Iterator using itertools is skipping a line

Question 1

Thanks to @jonrsharpe, I came to question myself on some trick to code. Here is what I reached :

class RewindableFile(file):
    def __init__(self, *args, **kwargs):
        nb_backup = kwargs.pop('nb_backup', 1)
        super(RewindableFile, self).__init__(*args, **kwargs)
        self._nb_backup = nb_backup
        self._backups = []
        self._time_anchor = 0

    def next(self):
        if self._time_anchor >= 0:
            item = super(RewindableFile, self).next()
            self._backup(item)
            return item
        else:
            item = self._forward()
            return item

    def rewind(self):
        self._time_anchor = self._time_anchor - 1
        time_bound = min(self._nb_backup, len(self._backups))
        if self._time_anchor < -time_bound:
            raise Exception('You have gone too far in history...')

    def __iter__(self):
        return self

    def _backup(self, row):
        self._backups.append(row)
        extra_items = len(self._backups) - self._nb_backup
        if extra_items > 0:
            del self._backups[0:extra_items]

    def _forward(self):
        item = self._backups[self._time_anchor]
        self._time_anchor = self._time_anchor + 1
        return item

And how I use it :

with RewindableFile('csv.csv', 'rb') as f:
    def test_kwd_and_rewind(x):
        if x[0] != 'KEYWORD':
            return True
        else:
            f.rewind()
            return False

    reader = csv.reader(f)
    header = takewhile(test_kwd_and_rewind, reader)
    for row in header:
        print(row)
    print('End of header')
    for row in reader:
        print(row)

I could have also overload read and readline functions to save the jump. But I don't need them here.

Question 2

I think you will have to restructure - takewhile isn't a good fit for what you are doing. The problem is that takewhile has to read the line starting 'KEYWORD' to determine that it has reached a line it shouldn't take, and once the line is read the file's "read head" is at the start of the next line. Similarly, with iter, takewhile has already consumed (but discarded) the line starting 'KEYWORD' when you start for row in i.

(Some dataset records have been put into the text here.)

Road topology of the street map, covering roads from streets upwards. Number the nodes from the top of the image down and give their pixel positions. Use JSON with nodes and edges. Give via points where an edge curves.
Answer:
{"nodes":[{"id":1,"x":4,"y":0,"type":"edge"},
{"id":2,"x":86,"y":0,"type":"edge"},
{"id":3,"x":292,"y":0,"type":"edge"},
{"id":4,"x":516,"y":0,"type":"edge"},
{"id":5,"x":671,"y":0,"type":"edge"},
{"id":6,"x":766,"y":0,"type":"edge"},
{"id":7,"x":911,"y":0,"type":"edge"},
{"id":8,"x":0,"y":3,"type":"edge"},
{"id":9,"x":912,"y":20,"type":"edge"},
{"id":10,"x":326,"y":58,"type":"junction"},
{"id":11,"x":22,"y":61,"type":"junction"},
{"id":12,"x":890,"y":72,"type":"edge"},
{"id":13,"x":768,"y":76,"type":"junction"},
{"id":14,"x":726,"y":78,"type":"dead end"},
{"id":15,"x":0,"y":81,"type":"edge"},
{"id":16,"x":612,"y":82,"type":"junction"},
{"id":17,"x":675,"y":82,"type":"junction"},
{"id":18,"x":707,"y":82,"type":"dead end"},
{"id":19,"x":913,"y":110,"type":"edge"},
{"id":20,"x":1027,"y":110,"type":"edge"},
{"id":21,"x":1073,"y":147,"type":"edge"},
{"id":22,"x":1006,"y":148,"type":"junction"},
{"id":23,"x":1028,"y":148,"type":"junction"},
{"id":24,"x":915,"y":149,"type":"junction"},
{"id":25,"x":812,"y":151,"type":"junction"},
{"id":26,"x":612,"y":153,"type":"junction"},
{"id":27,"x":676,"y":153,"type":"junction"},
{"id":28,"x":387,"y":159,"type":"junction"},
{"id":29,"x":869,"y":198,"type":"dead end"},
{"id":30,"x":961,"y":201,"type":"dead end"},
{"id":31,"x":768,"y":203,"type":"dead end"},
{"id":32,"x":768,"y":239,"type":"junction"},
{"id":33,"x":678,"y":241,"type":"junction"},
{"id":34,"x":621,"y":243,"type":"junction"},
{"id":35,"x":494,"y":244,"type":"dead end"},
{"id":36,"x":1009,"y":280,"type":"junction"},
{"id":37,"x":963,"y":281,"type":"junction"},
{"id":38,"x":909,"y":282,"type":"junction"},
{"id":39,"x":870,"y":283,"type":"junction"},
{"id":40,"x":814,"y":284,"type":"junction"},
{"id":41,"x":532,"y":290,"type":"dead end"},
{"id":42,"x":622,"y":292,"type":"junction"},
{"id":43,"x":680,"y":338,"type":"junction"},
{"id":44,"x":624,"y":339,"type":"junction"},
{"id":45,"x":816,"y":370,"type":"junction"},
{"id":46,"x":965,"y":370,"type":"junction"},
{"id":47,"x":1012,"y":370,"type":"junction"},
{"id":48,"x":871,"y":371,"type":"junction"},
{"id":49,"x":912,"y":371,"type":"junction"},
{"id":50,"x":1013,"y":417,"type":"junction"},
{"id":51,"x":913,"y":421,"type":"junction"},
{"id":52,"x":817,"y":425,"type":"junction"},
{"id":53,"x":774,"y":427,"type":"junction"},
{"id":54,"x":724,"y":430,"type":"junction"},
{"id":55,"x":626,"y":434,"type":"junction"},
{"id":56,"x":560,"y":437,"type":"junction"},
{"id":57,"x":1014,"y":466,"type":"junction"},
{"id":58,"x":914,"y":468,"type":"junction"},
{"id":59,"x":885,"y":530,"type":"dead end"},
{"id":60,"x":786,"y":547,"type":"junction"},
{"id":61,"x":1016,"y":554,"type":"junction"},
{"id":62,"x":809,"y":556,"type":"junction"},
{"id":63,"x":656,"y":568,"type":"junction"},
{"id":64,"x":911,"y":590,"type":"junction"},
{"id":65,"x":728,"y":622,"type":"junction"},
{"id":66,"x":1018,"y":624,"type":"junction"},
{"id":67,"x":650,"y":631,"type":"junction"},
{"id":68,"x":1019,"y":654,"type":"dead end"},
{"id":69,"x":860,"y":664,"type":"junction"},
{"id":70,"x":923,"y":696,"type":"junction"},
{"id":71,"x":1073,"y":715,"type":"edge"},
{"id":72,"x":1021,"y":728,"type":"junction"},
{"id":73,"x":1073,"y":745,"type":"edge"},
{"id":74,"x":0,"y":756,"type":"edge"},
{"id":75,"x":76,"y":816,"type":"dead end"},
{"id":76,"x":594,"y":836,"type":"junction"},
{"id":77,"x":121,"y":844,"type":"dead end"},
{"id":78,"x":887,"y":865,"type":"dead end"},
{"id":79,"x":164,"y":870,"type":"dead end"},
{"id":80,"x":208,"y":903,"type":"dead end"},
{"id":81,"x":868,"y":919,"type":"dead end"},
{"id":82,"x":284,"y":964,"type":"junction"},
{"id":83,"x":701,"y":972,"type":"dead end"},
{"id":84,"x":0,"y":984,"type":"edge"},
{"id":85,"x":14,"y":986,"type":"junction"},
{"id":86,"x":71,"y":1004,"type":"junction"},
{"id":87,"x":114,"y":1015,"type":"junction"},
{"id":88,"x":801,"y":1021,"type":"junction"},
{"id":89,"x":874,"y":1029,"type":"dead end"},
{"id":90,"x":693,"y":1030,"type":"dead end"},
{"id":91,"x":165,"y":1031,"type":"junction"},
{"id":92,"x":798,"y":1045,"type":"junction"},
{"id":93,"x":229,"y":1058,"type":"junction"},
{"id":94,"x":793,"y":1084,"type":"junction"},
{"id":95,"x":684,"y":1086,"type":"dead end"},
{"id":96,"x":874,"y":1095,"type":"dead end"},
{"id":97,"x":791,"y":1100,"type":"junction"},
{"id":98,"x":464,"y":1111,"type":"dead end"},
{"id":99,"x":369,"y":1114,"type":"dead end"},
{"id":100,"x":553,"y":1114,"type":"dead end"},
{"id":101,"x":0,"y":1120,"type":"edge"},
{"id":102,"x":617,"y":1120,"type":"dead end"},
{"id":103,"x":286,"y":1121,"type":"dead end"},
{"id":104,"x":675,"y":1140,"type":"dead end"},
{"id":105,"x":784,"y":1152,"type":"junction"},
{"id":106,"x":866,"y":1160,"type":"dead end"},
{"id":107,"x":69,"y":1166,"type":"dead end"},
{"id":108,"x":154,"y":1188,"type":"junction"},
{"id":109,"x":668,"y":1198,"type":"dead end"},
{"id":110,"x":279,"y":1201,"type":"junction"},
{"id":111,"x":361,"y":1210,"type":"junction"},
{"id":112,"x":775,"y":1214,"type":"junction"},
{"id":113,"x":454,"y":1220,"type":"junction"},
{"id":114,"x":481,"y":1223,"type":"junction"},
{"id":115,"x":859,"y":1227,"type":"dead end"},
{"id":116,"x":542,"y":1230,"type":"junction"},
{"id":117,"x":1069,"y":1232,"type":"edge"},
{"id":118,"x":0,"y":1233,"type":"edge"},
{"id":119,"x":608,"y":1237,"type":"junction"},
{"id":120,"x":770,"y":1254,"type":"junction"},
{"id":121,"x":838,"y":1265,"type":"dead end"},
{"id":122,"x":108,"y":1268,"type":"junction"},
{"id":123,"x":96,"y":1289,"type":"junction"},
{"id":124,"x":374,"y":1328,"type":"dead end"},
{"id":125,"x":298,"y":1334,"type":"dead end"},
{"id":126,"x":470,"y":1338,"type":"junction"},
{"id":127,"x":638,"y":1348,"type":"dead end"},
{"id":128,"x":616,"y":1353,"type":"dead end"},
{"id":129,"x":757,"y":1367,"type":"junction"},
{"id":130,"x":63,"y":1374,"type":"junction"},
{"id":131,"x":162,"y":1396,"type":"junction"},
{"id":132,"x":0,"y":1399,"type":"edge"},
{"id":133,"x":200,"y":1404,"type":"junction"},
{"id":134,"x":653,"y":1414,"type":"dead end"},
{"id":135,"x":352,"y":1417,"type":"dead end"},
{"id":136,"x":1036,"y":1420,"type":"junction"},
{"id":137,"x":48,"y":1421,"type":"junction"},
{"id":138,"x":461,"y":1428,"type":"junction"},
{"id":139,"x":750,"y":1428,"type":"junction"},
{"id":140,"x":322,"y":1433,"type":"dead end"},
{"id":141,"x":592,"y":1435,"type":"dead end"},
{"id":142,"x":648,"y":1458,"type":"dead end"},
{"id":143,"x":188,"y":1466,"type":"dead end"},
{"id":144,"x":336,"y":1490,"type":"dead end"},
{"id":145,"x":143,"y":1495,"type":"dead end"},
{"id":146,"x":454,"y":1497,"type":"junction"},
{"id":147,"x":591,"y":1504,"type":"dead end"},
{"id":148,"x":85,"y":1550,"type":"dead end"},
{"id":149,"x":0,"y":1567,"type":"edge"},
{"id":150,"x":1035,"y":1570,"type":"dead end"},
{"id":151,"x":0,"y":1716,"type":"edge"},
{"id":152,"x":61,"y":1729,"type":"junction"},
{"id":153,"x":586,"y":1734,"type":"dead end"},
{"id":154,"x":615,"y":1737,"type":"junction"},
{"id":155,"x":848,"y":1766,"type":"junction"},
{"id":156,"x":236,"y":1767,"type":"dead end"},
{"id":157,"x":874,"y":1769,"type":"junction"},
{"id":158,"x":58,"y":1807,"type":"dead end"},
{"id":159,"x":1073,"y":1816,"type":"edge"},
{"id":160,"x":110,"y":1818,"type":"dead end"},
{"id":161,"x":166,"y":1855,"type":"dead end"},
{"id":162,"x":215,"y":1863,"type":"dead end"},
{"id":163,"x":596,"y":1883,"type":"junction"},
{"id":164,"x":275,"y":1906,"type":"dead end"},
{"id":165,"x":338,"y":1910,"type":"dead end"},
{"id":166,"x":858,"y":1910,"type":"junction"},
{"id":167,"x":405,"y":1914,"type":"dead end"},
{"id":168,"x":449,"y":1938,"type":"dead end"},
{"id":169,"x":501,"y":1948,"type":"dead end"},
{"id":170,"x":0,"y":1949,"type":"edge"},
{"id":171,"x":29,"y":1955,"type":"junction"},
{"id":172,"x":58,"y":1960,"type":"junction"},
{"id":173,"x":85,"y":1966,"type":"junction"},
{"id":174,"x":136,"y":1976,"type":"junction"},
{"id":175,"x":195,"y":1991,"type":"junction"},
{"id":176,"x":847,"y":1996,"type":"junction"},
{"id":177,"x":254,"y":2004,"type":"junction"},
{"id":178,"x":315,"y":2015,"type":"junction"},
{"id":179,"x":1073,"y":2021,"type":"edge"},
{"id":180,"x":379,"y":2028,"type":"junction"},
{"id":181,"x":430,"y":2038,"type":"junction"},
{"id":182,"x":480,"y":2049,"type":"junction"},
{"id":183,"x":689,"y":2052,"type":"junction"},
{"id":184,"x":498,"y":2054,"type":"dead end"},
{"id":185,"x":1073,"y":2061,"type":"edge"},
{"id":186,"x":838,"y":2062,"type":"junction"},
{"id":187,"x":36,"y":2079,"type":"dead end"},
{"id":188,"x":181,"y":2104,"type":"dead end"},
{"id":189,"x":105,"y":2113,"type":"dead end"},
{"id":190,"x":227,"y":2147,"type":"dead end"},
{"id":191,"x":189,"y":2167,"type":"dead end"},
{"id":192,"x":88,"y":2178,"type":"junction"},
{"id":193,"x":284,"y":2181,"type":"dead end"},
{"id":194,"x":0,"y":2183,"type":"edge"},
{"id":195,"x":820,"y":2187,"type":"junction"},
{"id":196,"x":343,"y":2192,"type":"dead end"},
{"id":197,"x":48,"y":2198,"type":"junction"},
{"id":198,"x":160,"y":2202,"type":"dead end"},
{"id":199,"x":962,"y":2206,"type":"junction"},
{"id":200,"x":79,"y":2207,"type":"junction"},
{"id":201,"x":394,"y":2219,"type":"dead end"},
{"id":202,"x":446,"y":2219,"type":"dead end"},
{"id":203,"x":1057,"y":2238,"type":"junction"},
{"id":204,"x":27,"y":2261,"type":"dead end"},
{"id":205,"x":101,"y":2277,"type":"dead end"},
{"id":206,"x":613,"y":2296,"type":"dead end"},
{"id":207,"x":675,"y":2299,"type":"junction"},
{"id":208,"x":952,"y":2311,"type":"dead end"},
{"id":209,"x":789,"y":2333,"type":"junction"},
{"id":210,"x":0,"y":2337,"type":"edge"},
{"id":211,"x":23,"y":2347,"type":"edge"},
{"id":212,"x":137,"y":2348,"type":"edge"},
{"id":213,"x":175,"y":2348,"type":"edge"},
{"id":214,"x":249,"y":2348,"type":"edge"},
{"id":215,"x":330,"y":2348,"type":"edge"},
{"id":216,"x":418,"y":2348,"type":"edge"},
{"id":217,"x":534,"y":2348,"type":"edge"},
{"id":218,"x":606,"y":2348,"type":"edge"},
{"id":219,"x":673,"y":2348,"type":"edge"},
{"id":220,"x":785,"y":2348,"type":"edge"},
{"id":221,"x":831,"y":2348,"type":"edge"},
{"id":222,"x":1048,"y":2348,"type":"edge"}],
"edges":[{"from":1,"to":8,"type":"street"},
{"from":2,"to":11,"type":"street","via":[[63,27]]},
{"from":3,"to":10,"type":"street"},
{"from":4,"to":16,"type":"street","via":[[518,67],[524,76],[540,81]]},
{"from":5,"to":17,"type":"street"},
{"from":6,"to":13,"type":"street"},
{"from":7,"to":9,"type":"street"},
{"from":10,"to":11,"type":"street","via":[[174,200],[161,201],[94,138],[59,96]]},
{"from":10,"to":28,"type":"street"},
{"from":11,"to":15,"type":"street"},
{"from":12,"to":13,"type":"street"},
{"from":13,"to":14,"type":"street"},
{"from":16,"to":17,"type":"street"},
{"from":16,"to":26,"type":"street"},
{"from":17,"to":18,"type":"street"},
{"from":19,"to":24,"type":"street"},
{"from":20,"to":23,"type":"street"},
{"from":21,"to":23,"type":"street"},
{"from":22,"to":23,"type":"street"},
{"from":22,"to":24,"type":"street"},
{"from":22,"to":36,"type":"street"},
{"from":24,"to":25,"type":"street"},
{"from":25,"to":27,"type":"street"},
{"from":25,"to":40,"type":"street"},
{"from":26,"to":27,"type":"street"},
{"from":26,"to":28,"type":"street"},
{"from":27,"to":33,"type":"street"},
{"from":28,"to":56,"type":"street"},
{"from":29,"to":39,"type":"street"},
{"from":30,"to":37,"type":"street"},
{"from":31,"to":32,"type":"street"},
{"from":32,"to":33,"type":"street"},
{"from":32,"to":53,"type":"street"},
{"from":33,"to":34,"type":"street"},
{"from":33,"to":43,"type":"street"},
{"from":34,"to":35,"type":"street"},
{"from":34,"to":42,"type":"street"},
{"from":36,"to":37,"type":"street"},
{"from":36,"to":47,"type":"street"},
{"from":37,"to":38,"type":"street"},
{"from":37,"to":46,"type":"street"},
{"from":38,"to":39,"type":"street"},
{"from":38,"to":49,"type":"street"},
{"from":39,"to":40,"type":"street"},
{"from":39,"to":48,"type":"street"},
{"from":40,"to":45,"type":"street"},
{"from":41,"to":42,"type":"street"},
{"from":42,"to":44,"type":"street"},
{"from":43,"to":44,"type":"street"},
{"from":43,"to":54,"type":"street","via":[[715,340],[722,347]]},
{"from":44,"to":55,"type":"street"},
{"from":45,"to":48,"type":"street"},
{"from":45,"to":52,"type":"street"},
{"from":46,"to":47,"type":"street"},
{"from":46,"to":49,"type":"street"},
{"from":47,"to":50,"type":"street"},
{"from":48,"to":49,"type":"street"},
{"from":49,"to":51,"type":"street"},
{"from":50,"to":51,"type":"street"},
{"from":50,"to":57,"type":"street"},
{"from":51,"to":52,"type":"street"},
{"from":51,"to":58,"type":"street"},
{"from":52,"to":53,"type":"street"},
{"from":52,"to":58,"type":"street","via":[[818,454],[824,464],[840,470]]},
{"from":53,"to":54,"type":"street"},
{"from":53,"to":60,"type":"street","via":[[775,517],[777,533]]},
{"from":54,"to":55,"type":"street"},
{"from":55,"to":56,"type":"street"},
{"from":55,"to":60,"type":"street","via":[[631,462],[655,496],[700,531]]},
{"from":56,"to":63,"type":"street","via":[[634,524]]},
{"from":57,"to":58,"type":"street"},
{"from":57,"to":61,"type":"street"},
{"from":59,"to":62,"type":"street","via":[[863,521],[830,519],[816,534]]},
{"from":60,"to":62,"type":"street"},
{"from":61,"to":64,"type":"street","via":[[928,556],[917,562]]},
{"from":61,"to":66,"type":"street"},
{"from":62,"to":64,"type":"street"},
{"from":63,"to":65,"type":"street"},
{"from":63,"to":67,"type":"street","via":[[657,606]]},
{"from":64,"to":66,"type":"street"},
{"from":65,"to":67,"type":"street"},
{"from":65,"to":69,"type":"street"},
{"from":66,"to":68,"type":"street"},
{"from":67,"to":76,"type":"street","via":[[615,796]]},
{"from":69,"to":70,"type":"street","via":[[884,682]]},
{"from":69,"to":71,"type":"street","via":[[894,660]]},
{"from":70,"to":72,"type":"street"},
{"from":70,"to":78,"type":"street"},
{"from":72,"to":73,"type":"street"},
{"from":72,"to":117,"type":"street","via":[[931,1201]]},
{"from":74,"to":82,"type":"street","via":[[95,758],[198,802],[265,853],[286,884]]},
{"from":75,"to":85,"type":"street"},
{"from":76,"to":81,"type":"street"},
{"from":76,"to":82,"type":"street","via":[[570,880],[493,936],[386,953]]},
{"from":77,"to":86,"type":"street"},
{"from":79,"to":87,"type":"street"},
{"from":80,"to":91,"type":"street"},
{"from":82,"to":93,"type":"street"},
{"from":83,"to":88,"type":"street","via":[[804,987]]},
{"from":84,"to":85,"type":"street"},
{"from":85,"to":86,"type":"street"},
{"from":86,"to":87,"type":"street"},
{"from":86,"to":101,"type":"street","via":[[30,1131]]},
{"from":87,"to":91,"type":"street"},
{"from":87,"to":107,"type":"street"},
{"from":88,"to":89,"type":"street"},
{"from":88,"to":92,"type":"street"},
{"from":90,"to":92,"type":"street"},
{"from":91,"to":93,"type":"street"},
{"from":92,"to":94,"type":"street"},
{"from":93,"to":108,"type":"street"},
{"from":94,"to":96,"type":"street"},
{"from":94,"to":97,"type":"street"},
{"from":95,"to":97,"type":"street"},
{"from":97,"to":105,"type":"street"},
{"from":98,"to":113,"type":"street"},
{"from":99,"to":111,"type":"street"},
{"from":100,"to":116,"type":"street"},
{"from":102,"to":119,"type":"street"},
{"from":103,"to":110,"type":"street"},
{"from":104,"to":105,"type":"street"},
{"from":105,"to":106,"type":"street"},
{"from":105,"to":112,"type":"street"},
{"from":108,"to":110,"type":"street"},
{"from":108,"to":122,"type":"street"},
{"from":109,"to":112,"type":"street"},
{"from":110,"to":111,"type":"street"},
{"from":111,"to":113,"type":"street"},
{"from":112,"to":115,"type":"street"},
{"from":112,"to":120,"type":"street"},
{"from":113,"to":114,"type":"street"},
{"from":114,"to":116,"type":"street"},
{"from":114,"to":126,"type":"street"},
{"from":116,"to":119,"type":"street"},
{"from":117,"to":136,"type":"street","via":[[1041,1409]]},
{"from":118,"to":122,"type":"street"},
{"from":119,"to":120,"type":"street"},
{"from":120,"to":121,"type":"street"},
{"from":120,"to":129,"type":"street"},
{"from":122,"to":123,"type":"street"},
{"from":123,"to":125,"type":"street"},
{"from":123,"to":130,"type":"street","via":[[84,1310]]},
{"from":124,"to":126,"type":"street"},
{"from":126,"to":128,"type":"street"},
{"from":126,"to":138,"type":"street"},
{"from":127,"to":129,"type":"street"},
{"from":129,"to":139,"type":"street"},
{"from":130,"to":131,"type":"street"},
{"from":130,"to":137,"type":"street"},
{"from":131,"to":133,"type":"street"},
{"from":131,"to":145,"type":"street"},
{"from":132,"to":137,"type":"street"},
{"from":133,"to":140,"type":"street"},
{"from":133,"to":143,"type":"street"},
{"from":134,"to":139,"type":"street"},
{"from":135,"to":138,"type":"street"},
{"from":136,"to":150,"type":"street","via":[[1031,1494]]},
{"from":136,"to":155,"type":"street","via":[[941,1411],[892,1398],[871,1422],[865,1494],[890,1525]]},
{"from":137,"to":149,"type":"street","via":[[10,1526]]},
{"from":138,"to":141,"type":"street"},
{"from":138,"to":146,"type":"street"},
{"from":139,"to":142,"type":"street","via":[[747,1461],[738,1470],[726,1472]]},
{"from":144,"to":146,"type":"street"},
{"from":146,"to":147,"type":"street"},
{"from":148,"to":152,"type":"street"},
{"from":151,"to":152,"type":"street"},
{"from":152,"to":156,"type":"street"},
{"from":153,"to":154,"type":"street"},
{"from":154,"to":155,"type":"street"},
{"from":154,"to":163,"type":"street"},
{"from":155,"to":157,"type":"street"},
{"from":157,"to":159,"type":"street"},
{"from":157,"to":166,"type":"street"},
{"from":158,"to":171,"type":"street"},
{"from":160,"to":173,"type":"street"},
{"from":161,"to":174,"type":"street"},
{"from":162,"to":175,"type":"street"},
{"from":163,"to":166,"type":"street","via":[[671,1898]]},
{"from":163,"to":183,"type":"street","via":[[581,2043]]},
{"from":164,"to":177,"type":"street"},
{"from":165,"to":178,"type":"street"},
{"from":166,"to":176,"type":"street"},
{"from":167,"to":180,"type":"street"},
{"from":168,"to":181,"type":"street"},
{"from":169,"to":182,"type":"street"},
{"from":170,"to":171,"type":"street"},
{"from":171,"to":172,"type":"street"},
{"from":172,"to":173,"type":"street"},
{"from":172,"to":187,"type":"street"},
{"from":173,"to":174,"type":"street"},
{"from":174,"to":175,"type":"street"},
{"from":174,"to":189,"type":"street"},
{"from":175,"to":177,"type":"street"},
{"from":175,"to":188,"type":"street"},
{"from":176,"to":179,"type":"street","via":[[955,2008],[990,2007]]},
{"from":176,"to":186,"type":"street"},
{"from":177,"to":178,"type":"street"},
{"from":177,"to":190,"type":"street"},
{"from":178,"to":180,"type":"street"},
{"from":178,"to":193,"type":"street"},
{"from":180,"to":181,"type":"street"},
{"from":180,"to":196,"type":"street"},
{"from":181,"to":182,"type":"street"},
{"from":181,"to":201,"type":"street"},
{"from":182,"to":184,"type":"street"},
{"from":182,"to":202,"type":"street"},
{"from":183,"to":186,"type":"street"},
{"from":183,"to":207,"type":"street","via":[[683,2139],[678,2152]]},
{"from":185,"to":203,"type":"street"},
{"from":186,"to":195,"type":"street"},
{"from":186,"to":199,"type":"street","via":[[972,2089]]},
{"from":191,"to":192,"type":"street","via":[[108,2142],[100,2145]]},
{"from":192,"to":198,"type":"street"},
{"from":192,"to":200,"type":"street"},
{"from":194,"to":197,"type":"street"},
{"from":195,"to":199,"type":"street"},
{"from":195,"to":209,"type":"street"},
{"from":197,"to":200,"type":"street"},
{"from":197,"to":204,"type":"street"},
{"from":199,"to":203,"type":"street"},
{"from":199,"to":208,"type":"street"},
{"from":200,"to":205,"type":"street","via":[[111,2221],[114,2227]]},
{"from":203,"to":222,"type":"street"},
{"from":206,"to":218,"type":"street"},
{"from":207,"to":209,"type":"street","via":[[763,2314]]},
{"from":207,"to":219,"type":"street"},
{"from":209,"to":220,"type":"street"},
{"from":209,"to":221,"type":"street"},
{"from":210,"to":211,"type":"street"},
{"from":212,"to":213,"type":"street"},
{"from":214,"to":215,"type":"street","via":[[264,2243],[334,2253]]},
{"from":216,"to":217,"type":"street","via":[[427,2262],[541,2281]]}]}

One alternative would be something like:

header = []
content = []
target = header
for row in reader:
    if line.startswith('KEYWORD'):
        target = content
    target.append(row)

Question 3

You can write your own takewhile like this.

def takewhile(predicate, iterable):
    for x in iterable:
        yield x
        if not predicate(x):
            break

test:

>>> list(takewhile(lambda x:x!=3, range(10)))
[0, 1, 2, 3]

Question 4

jonrsharpe has it right. This isn't quite a job for takewhile. itertools also has a groupby function which can more easily handle the splitting. The LastHeaderclass below keeps a record of the last header line passed through the check method, and returns a reference to it each time check is called. This lets you run through the file a single time, without having to backtrack any.

class LastHeader():
    """Checks for new header strings. For use with groupby"""
    def __init__(self, sentinel='#'):
        self.sentinel = sentinel
        self.lastheader = ''

    def check(self, line):
        if line.startswith(self.sentinel):
            self.lastheader = line
        return self.lastheader

with open(fname, 'r') as fobj:
    lastheader = LastHeader(sentinel)
    for headerline, readlines in groupby(fobj, lastheader.check):
        foo(headerline)
        for line in readlines:
            bar(line)

where foo and bar are whatever processing you need to do on the headers and data.